Autophagy inhibitors 3‐MA and BAF may attenuate hippocampal neuronal necroptosis after global cerebral ischemia–reperfusion injury in male rats by inhibiting the interaction of the RIP3/AIF/CypA complex

Abstract

AbstractOur previous study found that receptor interacting protein 3 (RIP3) and apoptosis‐inducing factor (AIF) were involved in neuronal programmed necrosis during global cerebral ischemia–reperfusion (I/R) injury. Here, we further studied its downstream mechanisms and the role of the autophagy inhibitors 3‐methyladenine (3‐MA) and bafilomycin A1 (BAF).
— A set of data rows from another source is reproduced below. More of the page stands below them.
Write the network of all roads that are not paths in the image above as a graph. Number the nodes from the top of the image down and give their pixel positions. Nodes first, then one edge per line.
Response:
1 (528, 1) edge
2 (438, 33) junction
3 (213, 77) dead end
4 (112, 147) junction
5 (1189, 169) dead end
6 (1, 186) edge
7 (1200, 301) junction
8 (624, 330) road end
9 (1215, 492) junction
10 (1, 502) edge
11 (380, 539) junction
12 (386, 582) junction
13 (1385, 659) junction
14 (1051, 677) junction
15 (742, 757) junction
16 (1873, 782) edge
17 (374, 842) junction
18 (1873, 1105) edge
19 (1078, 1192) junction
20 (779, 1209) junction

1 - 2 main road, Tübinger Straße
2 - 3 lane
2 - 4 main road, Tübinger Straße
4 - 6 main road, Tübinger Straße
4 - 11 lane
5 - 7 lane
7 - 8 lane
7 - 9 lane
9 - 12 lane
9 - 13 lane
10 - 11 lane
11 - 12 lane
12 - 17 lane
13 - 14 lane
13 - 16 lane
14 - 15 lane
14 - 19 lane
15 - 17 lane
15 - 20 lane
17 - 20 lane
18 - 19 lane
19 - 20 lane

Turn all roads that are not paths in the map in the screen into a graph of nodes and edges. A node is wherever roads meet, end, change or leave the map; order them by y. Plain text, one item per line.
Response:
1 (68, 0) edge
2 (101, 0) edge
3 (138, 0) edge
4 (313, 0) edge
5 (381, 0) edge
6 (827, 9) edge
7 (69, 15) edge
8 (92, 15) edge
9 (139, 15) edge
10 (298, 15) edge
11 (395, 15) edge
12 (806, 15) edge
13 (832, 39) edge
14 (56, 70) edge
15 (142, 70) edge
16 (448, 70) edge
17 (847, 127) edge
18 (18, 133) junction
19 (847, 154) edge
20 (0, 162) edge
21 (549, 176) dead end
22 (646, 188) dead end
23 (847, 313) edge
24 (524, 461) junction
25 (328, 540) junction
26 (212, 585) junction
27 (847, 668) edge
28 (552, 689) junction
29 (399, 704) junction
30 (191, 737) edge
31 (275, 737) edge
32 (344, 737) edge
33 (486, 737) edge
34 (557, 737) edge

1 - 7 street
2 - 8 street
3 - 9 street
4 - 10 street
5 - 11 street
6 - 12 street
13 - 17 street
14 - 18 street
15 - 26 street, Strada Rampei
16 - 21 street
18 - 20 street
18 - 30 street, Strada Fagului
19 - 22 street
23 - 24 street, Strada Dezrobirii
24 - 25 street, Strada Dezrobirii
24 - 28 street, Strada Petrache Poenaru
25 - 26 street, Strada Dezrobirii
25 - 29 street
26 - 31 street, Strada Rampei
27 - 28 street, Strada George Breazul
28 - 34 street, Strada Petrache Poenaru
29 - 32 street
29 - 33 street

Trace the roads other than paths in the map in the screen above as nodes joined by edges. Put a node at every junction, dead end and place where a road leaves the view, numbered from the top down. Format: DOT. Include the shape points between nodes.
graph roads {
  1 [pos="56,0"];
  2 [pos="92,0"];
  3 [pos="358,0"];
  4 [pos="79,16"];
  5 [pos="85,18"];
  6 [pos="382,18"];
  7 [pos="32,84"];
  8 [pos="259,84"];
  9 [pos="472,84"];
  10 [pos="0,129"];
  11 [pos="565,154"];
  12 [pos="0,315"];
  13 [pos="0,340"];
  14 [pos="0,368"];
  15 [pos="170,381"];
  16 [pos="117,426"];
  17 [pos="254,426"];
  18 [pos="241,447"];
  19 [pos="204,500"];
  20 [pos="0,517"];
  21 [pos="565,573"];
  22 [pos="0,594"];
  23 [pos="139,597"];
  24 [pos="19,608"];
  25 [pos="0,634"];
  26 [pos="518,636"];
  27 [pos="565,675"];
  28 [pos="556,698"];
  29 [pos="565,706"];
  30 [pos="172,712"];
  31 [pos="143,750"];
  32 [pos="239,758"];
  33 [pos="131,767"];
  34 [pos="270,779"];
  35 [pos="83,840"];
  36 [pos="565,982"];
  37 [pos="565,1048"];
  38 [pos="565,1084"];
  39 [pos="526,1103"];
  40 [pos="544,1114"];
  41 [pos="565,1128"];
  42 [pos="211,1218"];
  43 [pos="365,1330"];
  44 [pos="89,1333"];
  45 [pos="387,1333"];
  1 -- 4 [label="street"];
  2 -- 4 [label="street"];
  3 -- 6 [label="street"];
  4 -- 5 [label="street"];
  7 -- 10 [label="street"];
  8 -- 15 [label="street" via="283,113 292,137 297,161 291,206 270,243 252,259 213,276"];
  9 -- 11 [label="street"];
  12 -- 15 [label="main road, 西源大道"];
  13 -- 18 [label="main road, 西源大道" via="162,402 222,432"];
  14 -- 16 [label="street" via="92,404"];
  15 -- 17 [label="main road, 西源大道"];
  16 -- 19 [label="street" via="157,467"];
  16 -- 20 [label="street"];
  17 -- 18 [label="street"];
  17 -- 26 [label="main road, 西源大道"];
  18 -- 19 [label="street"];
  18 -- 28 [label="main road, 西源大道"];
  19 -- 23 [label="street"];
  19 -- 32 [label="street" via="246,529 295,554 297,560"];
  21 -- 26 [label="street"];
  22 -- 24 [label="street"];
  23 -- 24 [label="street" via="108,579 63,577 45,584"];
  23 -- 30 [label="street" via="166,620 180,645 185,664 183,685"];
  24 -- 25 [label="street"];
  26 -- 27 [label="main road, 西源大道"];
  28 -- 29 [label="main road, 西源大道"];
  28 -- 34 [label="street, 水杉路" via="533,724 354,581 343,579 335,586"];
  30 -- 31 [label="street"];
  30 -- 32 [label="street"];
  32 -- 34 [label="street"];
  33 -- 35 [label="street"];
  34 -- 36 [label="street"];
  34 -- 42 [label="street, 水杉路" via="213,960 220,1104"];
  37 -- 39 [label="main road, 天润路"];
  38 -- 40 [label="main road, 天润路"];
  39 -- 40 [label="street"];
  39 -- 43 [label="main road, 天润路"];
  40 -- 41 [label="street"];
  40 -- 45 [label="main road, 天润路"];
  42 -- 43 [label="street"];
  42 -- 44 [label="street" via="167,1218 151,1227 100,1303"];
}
A 20‐min global cerebral I/R injury model was constructed using the 4‐vessel occlusion (4‐VO) method in male rats. 3‐MA and BAF were injected into the lateral ventricle 1 h before ischemia. Spatial and activation changes of proteins were detected by immunofluorescence (IF), and protein interaction was determined by immunoprecipitation (IP). The phosphorylation of H2AX (γ‐H2AX) and activation of mixed lineage kinase domain‐like protein (p‐MLKL) occurred as early as 6 h after reperfusion. RIP3, AIF, and cyclophilin A (CypA) in the neurons after I/R injury were spatially overlapped around and within the nucleus and combined with each other after reperfusion. The survival rate of CA1 neurons in the 3‐MA and BAF groups was significantly higher than that in the I/R group. Autophagy was activated significantly after I/R injury, which was partially inhibited by 3‐MA and BAF. Pretreatment with both 3‐MA and BAF almost completely inhibited nuclear translocation, spatial overlap, and combination of RIP3, AIF, and CypA proteins. These findings suggest that after global cerebral I/R injury, RIP3, AIF, and CypA translocated into the nuclei and formed the DNA degradation complex RIP3/AIF/CypA in hippocampal CA1 neurons. Pretreatment with autophagy inhibitors could reduce neuronal necroptosis by preventing the formation of the RIP3/AIF/CypA complex and its nuclear translocation.